WHAT NEEDS TO BE DONE: For every line in the records below that contains the word "arct", add one to a count, and report only that count.

----------

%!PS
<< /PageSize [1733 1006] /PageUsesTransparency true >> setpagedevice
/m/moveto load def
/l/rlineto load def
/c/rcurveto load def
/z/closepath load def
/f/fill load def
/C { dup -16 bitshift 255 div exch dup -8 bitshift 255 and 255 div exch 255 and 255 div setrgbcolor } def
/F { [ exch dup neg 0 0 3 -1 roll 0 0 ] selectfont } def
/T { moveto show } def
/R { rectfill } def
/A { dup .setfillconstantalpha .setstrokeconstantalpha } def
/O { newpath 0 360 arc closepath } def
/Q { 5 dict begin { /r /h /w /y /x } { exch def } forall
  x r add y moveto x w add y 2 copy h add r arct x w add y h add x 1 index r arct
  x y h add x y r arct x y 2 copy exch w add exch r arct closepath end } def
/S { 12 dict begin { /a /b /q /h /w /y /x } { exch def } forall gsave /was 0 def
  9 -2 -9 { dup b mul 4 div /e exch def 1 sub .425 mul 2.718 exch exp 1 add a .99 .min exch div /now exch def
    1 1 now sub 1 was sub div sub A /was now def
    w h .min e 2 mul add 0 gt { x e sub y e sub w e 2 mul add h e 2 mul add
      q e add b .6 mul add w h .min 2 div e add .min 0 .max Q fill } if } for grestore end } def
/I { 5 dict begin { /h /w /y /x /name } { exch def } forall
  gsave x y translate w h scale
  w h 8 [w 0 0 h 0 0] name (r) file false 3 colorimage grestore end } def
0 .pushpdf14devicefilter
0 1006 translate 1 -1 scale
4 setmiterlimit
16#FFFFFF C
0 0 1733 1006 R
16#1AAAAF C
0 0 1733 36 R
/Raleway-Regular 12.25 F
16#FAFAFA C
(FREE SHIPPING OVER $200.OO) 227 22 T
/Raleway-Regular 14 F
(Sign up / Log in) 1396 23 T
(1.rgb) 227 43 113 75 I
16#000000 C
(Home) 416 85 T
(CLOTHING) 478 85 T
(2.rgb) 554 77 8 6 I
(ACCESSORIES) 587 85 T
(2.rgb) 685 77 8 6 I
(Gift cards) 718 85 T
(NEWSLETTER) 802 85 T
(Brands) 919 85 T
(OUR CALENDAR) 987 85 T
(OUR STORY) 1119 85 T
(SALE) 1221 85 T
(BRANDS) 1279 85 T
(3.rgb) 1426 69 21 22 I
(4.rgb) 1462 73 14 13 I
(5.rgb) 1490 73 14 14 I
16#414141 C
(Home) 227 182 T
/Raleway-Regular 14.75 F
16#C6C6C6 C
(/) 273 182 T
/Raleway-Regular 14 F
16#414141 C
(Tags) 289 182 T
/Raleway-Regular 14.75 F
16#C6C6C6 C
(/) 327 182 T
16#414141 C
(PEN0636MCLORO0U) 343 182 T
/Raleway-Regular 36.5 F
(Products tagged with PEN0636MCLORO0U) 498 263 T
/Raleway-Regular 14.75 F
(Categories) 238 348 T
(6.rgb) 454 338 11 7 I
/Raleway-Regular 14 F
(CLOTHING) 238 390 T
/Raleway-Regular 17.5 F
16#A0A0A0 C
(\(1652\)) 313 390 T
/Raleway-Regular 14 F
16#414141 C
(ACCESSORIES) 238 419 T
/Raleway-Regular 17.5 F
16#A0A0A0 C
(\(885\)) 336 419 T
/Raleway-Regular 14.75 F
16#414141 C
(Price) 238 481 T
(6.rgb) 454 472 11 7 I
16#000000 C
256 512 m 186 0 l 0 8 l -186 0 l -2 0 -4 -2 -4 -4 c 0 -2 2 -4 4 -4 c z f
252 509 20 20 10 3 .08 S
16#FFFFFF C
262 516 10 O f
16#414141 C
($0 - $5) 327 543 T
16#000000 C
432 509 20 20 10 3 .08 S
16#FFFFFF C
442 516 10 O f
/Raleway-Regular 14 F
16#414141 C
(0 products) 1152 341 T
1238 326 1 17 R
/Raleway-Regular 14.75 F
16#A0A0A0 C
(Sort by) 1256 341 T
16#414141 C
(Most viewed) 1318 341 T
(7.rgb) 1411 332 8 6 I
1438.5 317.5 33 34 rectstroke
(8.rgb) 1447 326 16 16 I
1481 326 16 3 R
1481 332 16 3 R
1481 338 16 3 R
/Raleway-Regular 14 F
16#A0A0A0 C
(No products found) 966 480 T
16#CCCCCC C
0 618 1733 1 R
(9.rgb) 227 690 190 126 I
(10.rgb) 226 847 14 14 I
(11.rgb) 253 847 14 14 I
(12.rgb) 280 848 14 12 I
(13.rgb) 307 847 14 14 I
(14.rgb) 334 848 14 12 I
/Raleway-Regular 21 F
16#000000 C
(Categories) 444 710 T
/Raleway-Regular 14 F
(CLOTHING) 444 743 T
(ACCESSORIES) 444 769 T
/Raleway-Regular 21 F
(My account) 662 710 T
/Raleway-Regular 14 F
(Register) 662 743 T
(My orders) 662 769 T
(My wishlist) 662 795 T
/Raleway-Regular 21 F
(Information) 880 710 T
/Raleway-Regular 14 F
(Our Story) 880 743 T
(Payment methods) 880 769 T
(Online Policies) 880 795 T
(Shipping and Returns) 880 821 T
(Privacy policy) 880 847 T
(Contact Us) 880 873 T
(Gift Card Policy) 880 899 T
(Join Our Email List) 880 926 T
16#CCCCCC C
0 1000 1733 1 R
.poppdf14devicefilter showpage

----------

ANSWER TO THIS PROBLEM: 2